Criticism is a big part of becoming a better writer (or a better anything, really). More specifically, how you deal with criticism plays a major role in your improvement and ultimately, the level of success you’ll achieve with your work. As noted in a recent post, a large part of this is your internal critic, your ability to distance yourself from your work and analyse your output, but external criticism, while sometimes difficult to take, is just as important, and how you interpret feedback, how you respond, is the actionable element of the process, the part you need to excel at.
I was playing basketball once and we were up against the best team in the competition. This was a group of guys who had played at a really high level, much higher than the competition we were in, and they were well better than the rest of our league, won the grand final season after season. I was talking to a teammate before we played them one time and he was like ‘I hate playing this team, coming out on a cold night just to get your ass kicked’. And he was right, it was annoying – it’s no fun going into a match knowing that you’re about to get destroyed – but my view on this was actually the opposite of his. I told him I like playing these guys – the problem is more that we only get to face them once every eight weeks. Playing them was an opportunity, a chance to see how you matched up and to try and work them out, maybe even get a few over on them. Yes, they were going to win, but maybe we could put some pressure on them, hit a few shots, remind them not to leave us open. Playing against them was an opportunity to improve – because if you didn’t, you were just gonna’ get trampled over and over again. You either worked harder or you gave up – it was that simple. I wasn’t prepared to give up and drop down to the next grade below, so the only other option was to take them on, keep trying. The only thing you could do was to keep working to improve.

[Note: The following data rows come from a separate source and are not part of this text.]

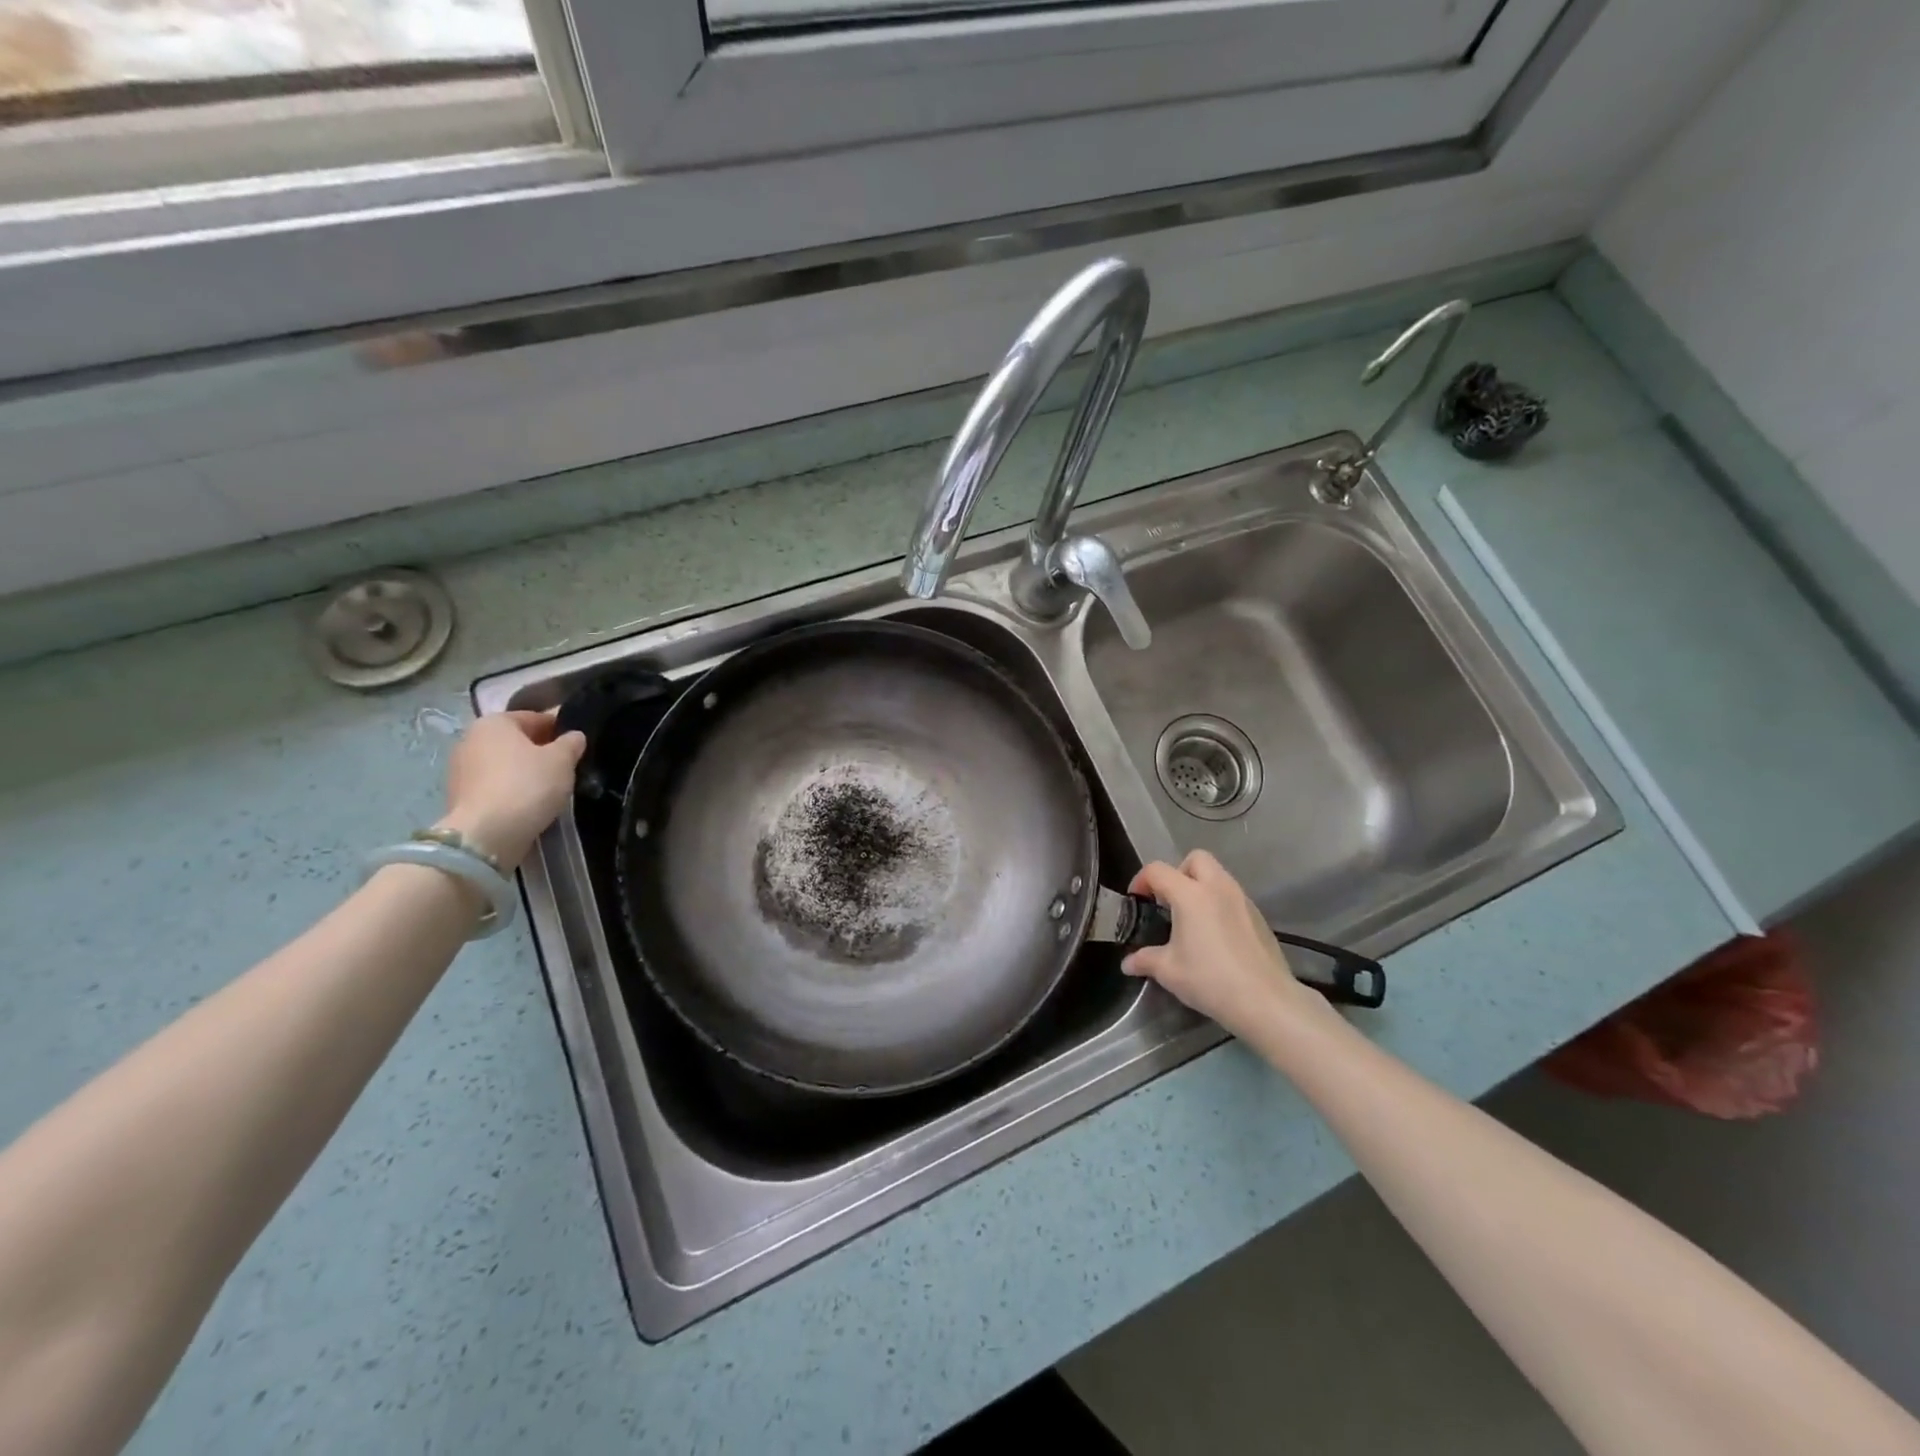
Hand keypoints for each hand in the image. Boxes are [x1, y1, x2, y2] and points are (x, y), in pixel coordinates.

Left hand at [437, 710, 586, 868]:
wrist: (486, 834)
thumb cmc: (527, 785)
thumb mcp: (562, 760)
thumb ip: (571, 743)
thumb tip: (574, 736)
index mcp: (494, 722)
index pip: (535, 717)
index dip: (560, 728)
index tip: (578, 744)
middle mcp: (470, 739)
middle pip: (516, 741)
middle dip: (540, 750)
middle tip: (567, 766)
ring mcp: (460, 770)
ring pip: (504, 764)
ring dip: (525, 771)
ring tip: (550, 787)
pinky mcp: (460, 797)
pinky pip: (495, 786)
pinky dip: (512, 790)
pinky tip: (530, 803)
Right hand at [1122, 851, 1336, 1041]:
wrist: (1266, 1001)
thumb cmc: (1210, 980)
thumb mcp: (1169, 971)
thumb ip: (1145, 960)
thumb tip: (1127, 963)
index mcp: (1190, 894)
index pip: (1158, 870)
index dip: (1141, 880)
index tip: (1137, 900)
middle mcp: (1218, 887)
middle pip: (1195, 859)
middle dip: (1178, 872)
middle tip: (1169, 901)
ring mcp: (1242, 899)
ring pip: (1218, 875)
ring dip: (1201, 886)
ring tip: (1192, 919)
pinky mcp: (1259, 916)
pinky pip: (1233, 896)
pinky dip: (1219, 903)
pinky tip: (1216, 935)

This is how I view criticism. Critiques force you to improve. Just as an athlete trains and works out and builds herself into a better player, you need to read, you need to edit and you have to put in the work, every day. The more you do this, the more you’ll improve. Criticism is an important element of this, because while it’s not always right, it’s worth taking in, worth listening to, even just as motivation to prove them wrong. The more you face up to criticism and accept it as a challenge, something to improve and aspire to, the better off you’ll be. And here’s the thing – you will improve. You see it all the time in sports, players improve year-on-year, they get better because they have to. Because the only other option is to give up. The only way criticism will defeat you is if you give up. If you accept it, if you agree with it, and if you decide you don’t have the energy to put in the effort anymore, then you’ll have decided your own fate. But if you believe you can, that you want to succeed despite whatever odds you face, then you will. You just need to put in the work. You need to train, analyse, study successful people in your field and build an understanding of what it takes to get to that next level.
Writing is work, it’s consistent effort, consistent reading and practice to understand and improve. The only way you stop improving is when you stop. Period. If you’re happy with where you’re at, that’s fine, no need to put in any more work. If you think those professional writers and authors on bookstore shelves are well above your standard, that they’re too high to even consider comparing your work against, then you’re right. But if you really want to succeed, if you take criticism as a call to action, rather than a cue to shut down, then you will improve. And you’ll keep progressing towards that next level of success.